Blick auf die Ausgangslage
Auf dem Papier scheinen die Voraussetzungen klar verteilt zu sein. Biberach ist mit zwei deutlichen Niederlagen in die Saison gestartet. Zum Auftakt setzte es ein 0:58 gegen Wiesbaden, anschließend folgte ein 7:41 gegen Albershausen. Damit stehen die Beavers bei 0:2 Siegen und 7:99 Punkten. Gerade darin sehen die Montabaurer aber auch eine Gefahr. Ein Gegner, der bereits unter Druck steht und vor eigenem Publikum spielt, kann trotz schwacher Zahlen besonders unangenehm werden.
Sportdirektor Kevin Brüngel bewertet die Beavers daher stärker, als es das reine Scoreboard vermuten lässt. Nach zwei Niederlagen gehe es für Biberach schon früh um viel. Deshalb sei es für Montabaur wichtig, das Spiel von Beginn an konzentriert anzugehen und die eigene Linie konsequent durchzuziehen, um unangenehme Überraschungen zu vermeiden.
Starker Start mit Luft nach oben
Die Farmers haben sich mit ihren beiden Erfolgen Rückenwind verschafft. Vor allem der Auftritt gegen Gießen gilt als wichtiger Test für die Mannschaft. Montabaur musste geduldig bleiben, arbeiten und sich die Partie über vier Quarter hinweg erkämpfen. Für Brüngel ist das ein positives Zeichen, weil die Mannschaft in dieser frühen Saisonphase bereits eingespielt und stimmig wirke. Zudem habe sich an der Sideline eine Ruhe gezeigt, die gerade in dieser Begegnung hilfreich gewesen sei.
Trotz des gelungenen Starts sieht der Sportdirektor einen klaren Verbesserungsbedarf. Vor allem die Zahl der Strafen müsse sinken. Bislang habe das keine entscheidenden Folgen gehabt, in anderen Partien könne genau dieser Punkt jedoch ausschlaggebend sein.
Headcoach mahnt zur Konstanz
Auch Headcoach Michael Treber sieht die beiden Siege als Bestätigung, aber nicht als Anlass, sich zurückzulehnen. Nach seiner Einschätzung hat die Mannschaft bisher vor allem mit Einsatz, Zusammenhalt und Disziplin überzeugt. Gleichzeitig müsse das Team in vielen Bereichen noch sauberer und konstanter werden, um auch in den kommenden Spielen erfolgreich zu bleiben.

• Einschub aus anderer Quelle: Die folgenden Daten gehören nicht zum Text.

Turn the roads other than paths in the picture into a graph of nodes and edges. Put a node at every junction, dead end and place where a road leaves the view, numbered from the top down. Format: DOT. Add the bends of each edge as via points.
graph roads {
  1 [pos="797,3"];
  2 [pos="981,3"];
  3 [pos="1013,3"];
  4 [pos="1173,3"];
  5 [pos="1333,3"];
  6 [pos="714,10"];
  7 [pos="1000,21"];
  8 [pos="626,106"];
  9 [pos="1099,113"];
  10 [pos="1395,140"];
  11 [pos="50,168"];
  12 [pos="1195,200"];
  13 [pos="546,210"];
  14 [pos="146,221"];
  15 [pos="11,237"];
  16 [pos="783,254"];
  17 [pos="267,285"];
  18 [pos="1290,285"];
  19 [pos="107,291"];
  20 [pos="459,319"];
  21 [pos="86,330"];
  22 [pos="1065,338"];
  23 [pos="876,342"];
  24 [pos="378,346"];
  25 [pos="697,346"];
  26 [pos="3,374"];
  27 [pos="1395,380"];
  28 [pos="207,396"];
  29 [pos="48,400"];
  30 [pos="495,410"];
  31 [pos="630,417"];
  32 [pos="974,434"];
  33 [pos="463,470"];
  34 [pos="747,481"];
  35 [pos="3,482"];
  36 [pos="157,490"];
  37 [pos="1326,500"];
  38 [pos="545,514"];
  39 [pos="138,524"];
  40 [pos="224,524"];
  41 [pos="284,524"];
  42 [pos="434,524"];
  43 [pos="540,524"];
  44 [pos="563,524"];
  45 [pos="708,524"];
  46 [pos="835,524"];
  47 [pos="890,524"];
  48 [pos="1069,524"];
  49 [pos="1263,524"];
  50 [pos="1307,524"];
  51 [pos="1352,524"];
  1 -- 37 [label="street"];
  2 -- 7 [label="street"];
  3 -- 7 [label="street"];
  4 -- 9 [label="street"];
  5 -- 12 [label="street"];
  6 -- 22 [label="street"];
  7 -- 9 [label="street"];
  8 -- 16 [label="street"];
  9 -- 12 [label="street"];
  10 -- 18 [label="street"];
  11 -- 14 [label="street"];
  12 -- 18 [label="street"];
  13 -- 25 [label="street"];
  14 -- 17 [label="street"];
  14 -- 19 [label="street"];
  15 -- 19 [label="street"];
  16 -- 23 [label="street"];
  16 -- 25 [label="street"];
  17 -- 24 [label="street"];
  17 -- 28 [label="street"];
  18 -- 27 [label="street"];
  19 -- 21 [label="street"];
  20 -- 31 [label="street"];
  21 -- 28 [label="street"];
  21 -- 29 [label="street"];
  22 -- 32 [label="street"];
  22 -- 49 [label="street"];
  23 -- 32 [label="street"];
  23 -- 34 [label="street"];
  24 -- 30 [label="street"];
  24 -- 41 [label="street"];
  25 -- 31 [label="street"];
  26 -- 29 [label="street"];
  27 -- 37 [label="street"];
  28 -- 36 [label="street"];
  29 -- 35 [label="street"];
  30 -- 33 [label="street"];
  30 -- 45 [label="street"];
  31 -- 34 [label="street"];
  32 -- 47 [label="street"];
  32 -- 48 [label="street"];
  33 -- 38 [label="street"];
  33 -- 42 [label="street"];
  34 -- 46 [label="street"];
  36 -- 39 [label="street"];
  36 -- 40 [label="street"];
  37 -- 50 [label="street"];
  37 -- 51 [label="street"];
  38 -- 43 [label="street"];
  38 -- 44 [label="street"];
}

Tiefe im Kader wird gefordert
Personell werden die Farmers in Biberach nicht in Bestbesetzung antreten. Damit wird die Kaderbreite schon früh in der Saison auf die Probe gestellt. Nach Einschätzung von Brüngel beginnt diese Aufgabe bereits in der Offseason, wenn der Kader so zusammengestellt werden muss, dass einzelne Ausfälle aufgefangen werden können. Entsprechend komme auch der Trainingswoche vor Biberach eine wichtige Bedeutung zu. Die Coaches setzen den Fokus so, dass die Spieler am Samstag bestmöglich vorbereitet in die Partie gehen.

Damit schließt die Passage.